Each step corresponds to the options in the left column of the ALMEFY Hub interface.
If you find any inconsistencies in this guide, please let us know via our contact form.

Setup

Please note: the steps in the left column of the Endpoint Creation screen in the ALMEFY Hub correspond to the same as in this guide.

Step 1. ALMEFY SSO Endpoint Configuration

  1. Create a new Endpoint in the ALMEFY Hub by clicking the Add Endpoint button in the top right of the Endpoints page.
  2. Select the WordPress SAML Preset
  3. (Optional) Rename the endpoint and the endpoint id if you do not want to use the default.
  4. Press the Generate Certificate & Private Key button or paste your own into the text boxes. We will need those later again.
  5. Go to Step 2. in the left column of the Endpoint creation configuration and click Download X.509 Certificate. We will use it later.
  6. Keep the endpoint configuration options open and continue with Step 2.

Note that we offer both a WordPress SAML and a WordPress OIDC preset, so make sure to choose the correct one.

Step 2. WordPress Configuration

More details can be found in the Plugin documentation.

  1. Log into WordPress with an admin account and navigate to https://<website>.com/wp-admin.
  2. Go to Plugins > Add New Plugin
  3. Search for WP Add MIME Types, install and activate.
  4. Search for WP SAML Auth Plugin, install and activate.
  5. Before we can configure the SAML settings, we must tell WordPress to accept .crt files. Go to Settings > Mime Type Settings and at the bottom add crt = application/x-x509-ca-cert to Add Values and save.
  6. In Media > Add New Media File upload your wordpress_saml_certificate.crt file we downloaded earlier and hit Copy URL to clipboard. We will need it later.
  7. Navigate to Settings > WP SAML Auth.
  8. Auto Provision: Set this to true, if you want users created in the ALMEFY Hub to be automatically created in WordPress as well. (Recommended)
  9. Permit WordPress login: Set this to true for testing. It allows you to login with your password until you verified SAML authentication works properly.
  10. Get User By: email
  11. Base URL: Set to https://<yourdomain>.com

Do not add trailing slashes to any of the URLs!

Service Provider Settings

  1. Entity Id: Set to urn:https://<yourdomain>.com
  2. Assertion Consumer Service URL: Do not change this. We will use it later. Should point to your WordPress login page like https://<yourdomain>.com/wp-login.php

Identity Provider Settings

  1. Entity Id: Copy the Issuer from Step 2. section of the Endpoint settings and paste it here.
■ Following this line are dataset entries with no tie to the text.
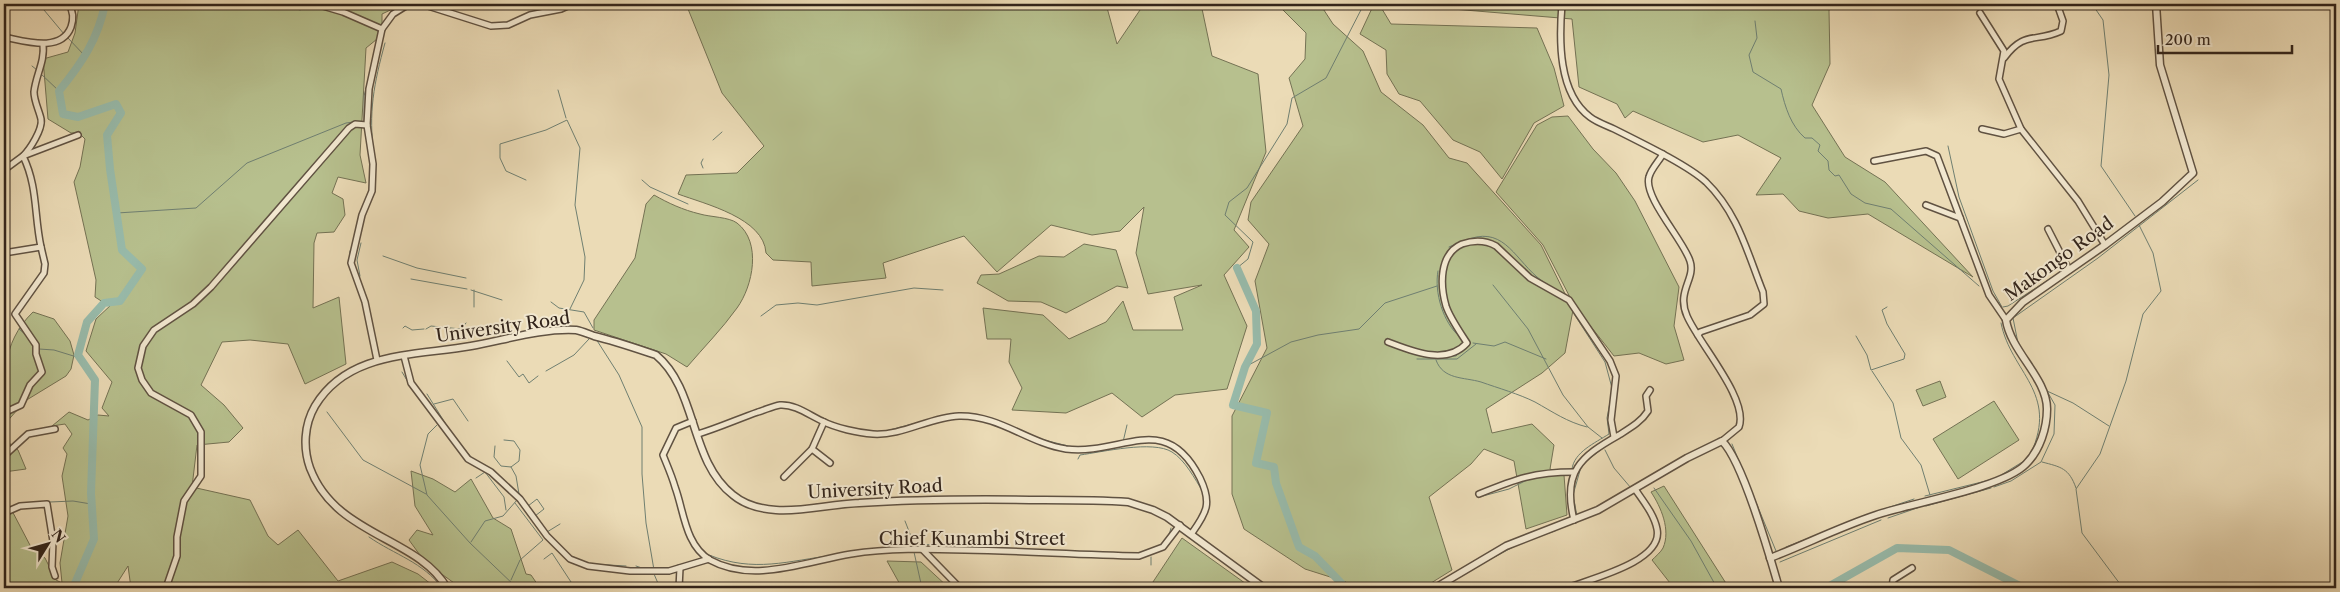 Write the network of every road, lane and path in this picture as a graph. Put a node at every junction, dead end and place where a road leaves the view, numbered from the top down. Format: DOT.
graph roads {
  1 [pos="69,4"];
  2 [pos="316,4"];
  3 [pos="572,4"];
  4 [pos="1562,4"];
  5 [pos="2057,4"];
  6 [pos="2156,4"];
  7 [pos="1980,13"];
  8 [pos="382,29"];
  9 [pos="4,37"];
  10 [pos="43,44"];
  11 [pos="2004,58"];
  12 [pos="367,125"];
  13 [pos="1982,129"];
  14 [pos="2021,129"];
  15 [pos="78,135"];
  16 [pos="1663,154"];
  17 [pos="22,156"];
  18 [pos="1874,161"];
  19 [pos="4,170"];
  20 [pos="1926,206"];
  21 [pos="1960,218"];
  22 [pos="2048,229"];
  23 [pos="2105,245"];
  24 [pos="41,248"];
  25 [pos="4,254"];
  26 [pos="2069,270"];
  27 [pos="2006,320"];
  28 [pos="1698,335"];
  29 [pos="1388,342"];
  30 [pos="404,356"];
  31 [pos="377,360"];
  32 [pos="1650,390"];
  33 [pos="4,410"];
  34 [pos="692,421"];
  35 [pos="824,422"];
  36 [pos="55,429"];
  37 [pos="698,434"];
  38 [pos="1614,437"];
  39 [pos="1722,441"];
  40 [pos="812,449"];
  41 [pos="4,456"];
  42 [pos="830,463"];
  43 [pos="1574,472"];
  44 [pos="784,477"];
  45 [pos="1635,489"];
  46 [pos="1479,494"];
  47 [pos="4,513"];
  48 [pos="1574,520"];
  49 [pos="1180,525"];
  50 [pos="1192,533"];
  51 [pos="922,549"];
  52 [pos="1770,558"];
  53 [pos="709,560"];
  54 [pos="680,568"];
  55 [pos="1912,568"];
  56 [pos="55,576"];
  57 [pos="1259,587"];
  58 [pos="166,588"];
  59 [pos="447,588"];
  60 [pos="679,588"];
  61 [pos="960,588"];
  62 [pos="1435,588"];
  63 [pos="1567,588"];
  64 [pos="1779,588"];
  65 [pos="1892,588"];
  1 -- 10 [label="street"];
  2 -- 8 [label="street"];
  3 -- 8 [label="street"];
  4 -- 16 [label="street"];
  5 -- 11 [label="street"];
  6 -- 23 [label="street, Makongo Road"];
  7 -- 11 [label="street"];
  8 -- 12 [label="street"];
  9 -- 10 [label="street"];
  10 -- 17 [label="street"];
  11 -- 14 [label="street"];
  12 -- 31 [label="street"];
  12 -- 58 [label="street"];
  13 -- 14 [label="street"];
  14 -- 23 [label="street"];
  15 -- 17 [label="street"];
  16 -- 28 [label="street"];
  16 -- 28 [label="street"];
  17 -- 19 [label="street"];
  17 -- 24 [label="street"];
  18 -- 21 [label="street"];
  20 -- 21 [label="street"];
  21 -- 27 [label="street"];
  22 -- 26 [label="street"];
  23 -- 26 [label="street, Makongo Road"];
  24 -- 25 [label="street"];
  24 -- 33 [label="street"];
  26 -- 27 [label="street, Makongo Road"];
  27 -- 52 [label="street, Makongo Road"];
  28 -- 39 [label="street"];
  29 -- 38 [label="street"];
  30 -- 31 [label="street, University Road"];
  30 -- 34 [label="street, University Road"];
  30 -- 54 [label="street"];
  31 -- 59 [label="street, University Road"];
  32 -- 38 [label="street"];
  34 -- 37 [label="street, University Road"];
  34 -- 53 [label="street"];
  35 -- 37 [label="street"];
  35 -- 40 [label="street"];
  35 -- 50 [label="street"];
  36 -- 41 [label="street"];
  37 -- 49 [label="street, University Road"];
  38 -- 43 [label="street"];
  39 -- 45 [label="street"];
  39 -- 52 [label="street"];
  40 -- 42 [label="street"];
  40 -- 44 [label="street"];
  43 -- 46 [label="street"];
  43 -- 48 [label="street"];
  45 -- 48 [label="street"];
  45 -- 63 [label="street"];
  47 -- 56 [label="street"];
  48 -- 62 [label="street"];
  49 -- 50 [label="street, University Road"];
  49 -- 51 [label="street, Chief Kunambi Street"];
  50 -- 57 [label="street, University Road"];
  51 -- 53 [label="street, Chief Kunambi Street"];
  51 -- 61 [label="street"];
  52 -- 64 [label="street"];
  53 -- 54 [label="street"];
  54 -- 60 [label="street"];
  55 -- 65 [label="street"];
}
  2. Single SignOn Service URL: Copy the SSO URL from Step 2. section of the Endpoint settings and paste it here.

  3. x509 Certificate Path: Paste the URL we copied earlier. The URL will look something like https://<yourdomain>.com/wp-content/uploads/<month>/<year>/wordpress_saml_certificate.crt.

  4. Change the the certificate path to this format: ABSPATH/wp-content/uploads/<year>/<month>/wordpress_saml_certificate.crt

  5. Leave all other settings as they are.
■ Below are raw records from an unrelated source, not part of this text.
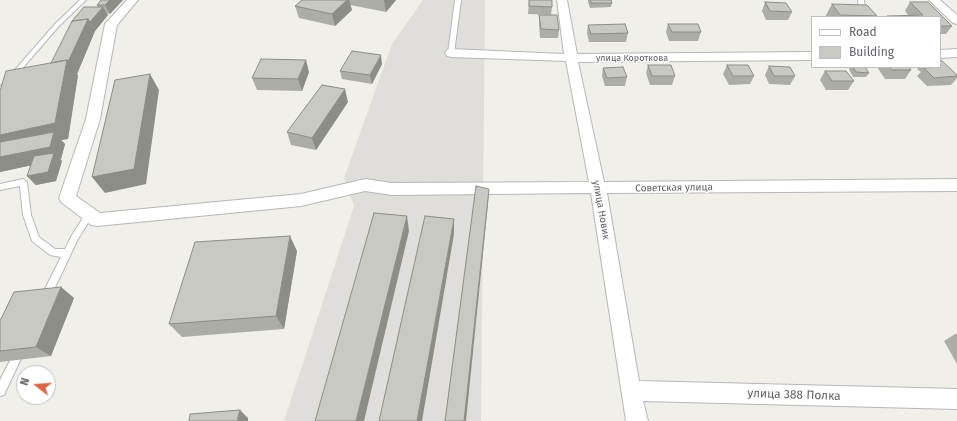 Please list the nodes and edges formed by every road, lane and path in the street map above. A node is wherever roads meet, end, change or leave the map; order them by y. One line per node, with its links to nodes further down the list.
1 (83, 0): 14 (lane)
2 (133, 0): 18 (street)
3 (458, 0): 9 (lane)
4 (562, 0): 13 (street, улица Новик)
5 (861, 0): 7 (lane)
6 (934, 0): 8 (street)
7 (866, 16)
8 (957, 21)
9 (451, 53): 13 (street, улица Короткова)
10 (957, 53): 11 (street)
11 (941, 54)
12 (811, 56): 13 (street, улица Короткова)
13 (571, 58): 17 (street, улица Новик)
14 (0, 91)
15 (957, 185): 17 (street, Советская улица)
16 (0, 187): 19 (lane)
17 (598, 188): 18 (street, Советская улица); 23 (street, улица Новик)
18 (89, 215): 19 (lane)
19 (67, 253): 20 (lane)
20 (40, 308)
21 (23, 343): 22 (lane)
22 (0, 391)
23 (631, 391): 24 (street, улица 388 Полка); 25 (street, улица Новик)
24 (957, 399)
25 (637, 421)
  6. Click the Save changes button.

    Step 3. Configure WordPress Metadata in ALMEFY

  7. Copy the Assertion Consumer Service URL we skipped earlier.
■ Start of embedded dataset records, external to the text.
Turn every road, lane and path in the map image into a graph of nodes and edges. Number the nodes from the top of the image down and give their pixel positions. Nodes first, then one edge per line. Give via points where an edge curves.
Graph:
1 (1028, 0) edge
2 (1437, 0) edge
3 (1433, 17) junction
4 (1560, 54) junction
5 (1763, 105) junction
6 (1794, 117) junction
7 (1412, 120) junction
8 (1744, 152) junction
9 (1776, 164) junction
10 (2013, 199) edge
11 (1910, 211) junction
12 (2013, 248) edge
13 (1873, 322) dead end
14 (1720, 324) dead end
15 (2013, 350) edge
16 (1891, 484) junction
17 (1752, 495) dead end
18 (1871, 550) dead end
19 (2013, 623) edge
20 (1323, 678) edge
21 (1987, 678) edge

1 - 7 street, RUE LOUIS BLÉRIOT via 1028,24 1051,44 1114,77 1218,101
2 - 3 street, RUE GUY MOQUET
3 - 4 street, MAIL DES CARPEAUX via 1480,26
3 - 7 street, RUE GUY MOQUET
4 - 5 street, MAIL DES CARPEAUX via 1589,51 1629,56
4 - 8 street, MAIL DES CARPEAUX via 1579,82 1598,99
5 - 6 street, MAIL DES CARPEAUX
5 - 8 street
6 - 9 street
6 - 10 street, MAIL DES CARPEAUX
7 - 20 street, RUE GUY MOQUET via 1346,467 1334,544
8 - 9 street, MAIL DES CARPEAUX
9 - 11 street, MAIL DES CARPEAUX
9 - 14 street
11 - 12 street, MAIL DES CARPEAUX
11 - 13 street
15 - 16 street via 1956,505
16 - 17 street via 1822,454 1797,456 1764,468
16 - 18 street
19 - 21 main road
  8. Navigate back to the ALMEFY Hub Endpoint creation page.

  9. In the Step 3. section, paste the copied URL as ACS URL.

  10. Click "Add Endpoint".

  11. You are done!

Test & Troubleshoot

To ensure that ALMEFY has been correctly set up as your Identity Provider (IdP), you can test the login in two ways:

  1. Platform Login Page: Visit the WordPress login page and check if the ALMEFY Login option is visible and functional by clicking on it and scanning the ALMEFY QR Code with the ALMEFY App.
  2. ALMEFY SSO Page: Go to <subdomain>.sso.almefy.com, sign in with the ALMEFY App, and choose your newly enabled endpoint to test the authentication process.

If you encounter any issues:

  • Review this guide to make sure all steps were followed correctly.
  • Consult the Plugin documentation for specific setup and troubleshooting instructions.
  • Try to the contact Plugin developers support and see if your issue can be resolved.
  • Try another WordPress SAML Plugin.
  • If you still need help, please fill out our contact form for support.

    Conclusion

Congratulations on successfully setting up SAML 2.0 authentication with ALMEFY as your Identity Provider! You are now equipped to offer users a secure and convenient single sign-on experience.